Why Are There Only $2^t$ Points of Order $2$ in an Elliptic Curve Let $E(\mathbb{Q})$ be an elliptic curve over rationals. Mordell's theorem says that $E(\mathbb{Q}) \simeq \mathbb{Z}^r \oplus (\mathbb{Z}_{p_1^{\nu{_1}}} \oplus...\oplus \mathbb{Z}_{p_s^{\nu{_s}}})$ where $p_j$ is prime. I'm reading Silverman and Tate's book 'Rational Points on Elliptic Curves', and they 'proved' that the subgroup of points  $Q\in E(\mathbb{Q})$, such that $2Q=0$ (where $0$ is the point at infinity), that is, $$2Q=2(n_1P_1+n_2P_2+...+n_rP_r+...+m_1Q_1+...m_rQ_r)=0$$ where the $P_i$'s are infinite ordered points and $Q_j$'s are finite ordered points, basically they are the generators as what the Mordell's theorem says, has order $2^t$. Where $t=\# \text{of j's such that}\ p_j=2$. I think what the book did is to count the number of "integers" (sort of like scalars) $n_i$'s and $m_j$'s so that the equation above is true.

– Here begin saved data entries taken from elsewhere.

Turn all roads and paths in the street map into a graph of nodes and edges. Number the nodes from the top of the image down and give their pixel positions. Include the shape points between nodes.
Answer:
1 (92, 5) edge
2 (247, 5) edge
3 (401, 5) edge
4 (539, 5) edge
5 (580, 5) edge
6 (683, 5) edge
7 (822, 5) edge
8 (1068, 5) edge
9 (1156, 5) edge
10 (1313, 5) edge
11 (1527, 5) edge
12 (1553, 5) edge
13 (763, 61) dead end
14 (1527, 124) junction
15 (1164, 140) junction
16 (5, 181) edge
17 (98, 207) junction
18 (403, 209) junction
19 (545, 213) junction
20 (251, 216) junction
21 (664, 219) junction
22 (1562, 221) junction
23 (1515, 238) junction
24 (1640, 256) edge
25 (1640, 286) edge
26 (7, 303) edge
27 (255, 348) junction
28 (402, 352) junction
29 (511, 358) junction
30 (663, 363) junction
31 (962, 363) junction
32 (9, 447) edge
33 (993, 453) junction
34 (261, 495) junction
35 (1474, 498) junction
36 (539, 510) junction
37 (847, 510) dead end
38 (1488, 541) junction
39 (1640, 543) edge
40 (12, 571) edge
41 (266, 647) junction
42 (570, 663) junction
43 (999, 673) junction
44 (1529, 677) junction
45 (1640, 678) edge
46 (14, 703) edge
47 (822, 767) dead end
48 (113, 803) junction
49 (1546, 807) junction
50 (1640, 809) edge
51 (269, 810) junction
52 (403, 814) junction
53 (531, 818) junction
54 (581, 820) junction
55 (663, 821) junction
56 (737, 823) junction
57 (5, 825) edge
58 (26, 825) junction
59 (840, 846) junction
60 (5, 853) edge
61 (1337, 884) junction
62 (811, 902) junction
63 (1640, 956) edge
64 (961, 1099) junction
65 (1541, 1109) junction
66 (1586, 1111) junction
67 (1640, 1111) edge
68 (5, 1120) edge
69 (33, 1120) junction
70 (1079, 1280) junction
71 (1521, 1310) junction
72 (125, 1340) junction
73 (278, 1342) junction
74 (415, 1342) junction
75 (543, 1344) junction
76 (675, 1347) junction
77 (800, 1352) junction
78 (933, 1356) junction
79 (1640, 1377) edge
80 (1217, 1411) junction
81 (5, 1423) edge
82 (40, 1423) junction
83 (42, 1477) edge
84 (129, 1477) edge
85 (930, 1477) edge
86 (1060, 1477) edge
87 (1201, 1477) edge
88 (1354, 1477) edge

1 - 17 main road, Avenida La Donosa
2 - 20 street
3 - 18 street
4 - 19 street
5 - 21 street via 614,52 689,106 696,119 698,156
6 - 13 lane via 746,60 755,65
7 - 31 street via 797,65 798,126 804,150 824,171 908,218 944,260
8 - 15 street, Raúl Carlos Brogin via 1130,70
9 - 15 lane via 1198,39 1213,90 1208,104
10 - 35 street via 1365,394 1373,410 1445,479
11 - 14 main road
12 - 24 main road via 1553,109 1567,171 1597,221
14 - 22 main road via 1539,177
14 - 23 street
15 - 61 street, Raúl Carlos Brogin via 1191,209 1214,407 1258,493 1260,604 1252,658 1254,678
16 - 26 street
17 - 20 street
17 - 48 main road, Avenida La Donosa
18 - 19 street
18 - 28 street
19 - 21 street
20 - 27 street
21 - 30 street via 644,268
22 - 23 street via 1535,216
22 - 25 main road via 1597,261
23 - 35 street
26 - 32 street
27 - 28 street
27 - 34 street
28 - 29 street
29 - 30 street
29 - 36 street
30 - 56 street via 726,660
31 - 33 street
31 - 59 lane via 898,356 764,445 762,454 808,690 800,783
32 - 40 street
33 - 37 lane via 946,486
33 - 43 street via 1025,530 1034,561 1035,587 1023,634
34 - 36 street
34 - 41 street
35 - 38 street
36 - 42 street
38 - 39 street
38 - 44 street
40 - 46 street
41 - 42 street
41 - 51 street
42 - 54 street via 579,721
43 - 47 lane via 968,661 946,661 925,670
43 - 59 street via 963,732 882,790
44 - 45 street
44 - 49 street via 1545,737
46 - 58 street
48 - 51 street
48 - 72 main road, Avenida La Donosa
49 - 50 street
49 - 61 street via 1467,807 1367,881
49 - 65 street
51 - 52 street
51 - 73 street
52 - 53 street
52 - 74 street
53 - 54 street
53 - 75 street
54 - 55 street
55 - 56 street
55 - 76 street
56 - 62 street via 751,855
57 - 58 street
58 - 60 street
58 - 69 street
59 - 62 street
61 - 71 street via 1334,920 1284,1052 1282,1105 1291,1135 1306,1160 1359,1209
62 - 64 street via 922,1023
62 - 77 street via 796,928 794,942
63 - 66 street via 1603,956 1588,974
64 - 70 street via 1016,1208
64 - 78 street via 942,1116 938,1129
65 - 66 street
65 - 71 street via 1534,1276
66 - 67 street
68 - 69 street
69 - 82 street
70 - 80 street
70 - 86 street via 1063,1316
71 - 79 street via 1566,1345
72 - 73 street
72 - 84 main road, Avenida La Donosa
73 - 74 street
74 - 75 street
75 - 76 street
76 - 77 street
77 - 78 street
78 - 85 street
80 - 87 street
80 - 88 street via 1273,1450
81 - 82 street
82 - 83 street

But I do not really get why we end up with $2^t$. Can anybody help enlighten me as to why?
 A: If I understand your question correctly, what you are asking is just a fact of abstract algebra (a fact about abelian groups). Can you prove the following steps? Below, let $G$ be a finite abelian group (which in your case will be the torsion subgroup, i.e., $G\cong \mathbb{Z}/p_1^{\nu_1}\mathbb{Z} \oplus \cdots \oplus \mathbb{Z}/p_s^{\nu_s}\mathbb{Z}$ in your notation).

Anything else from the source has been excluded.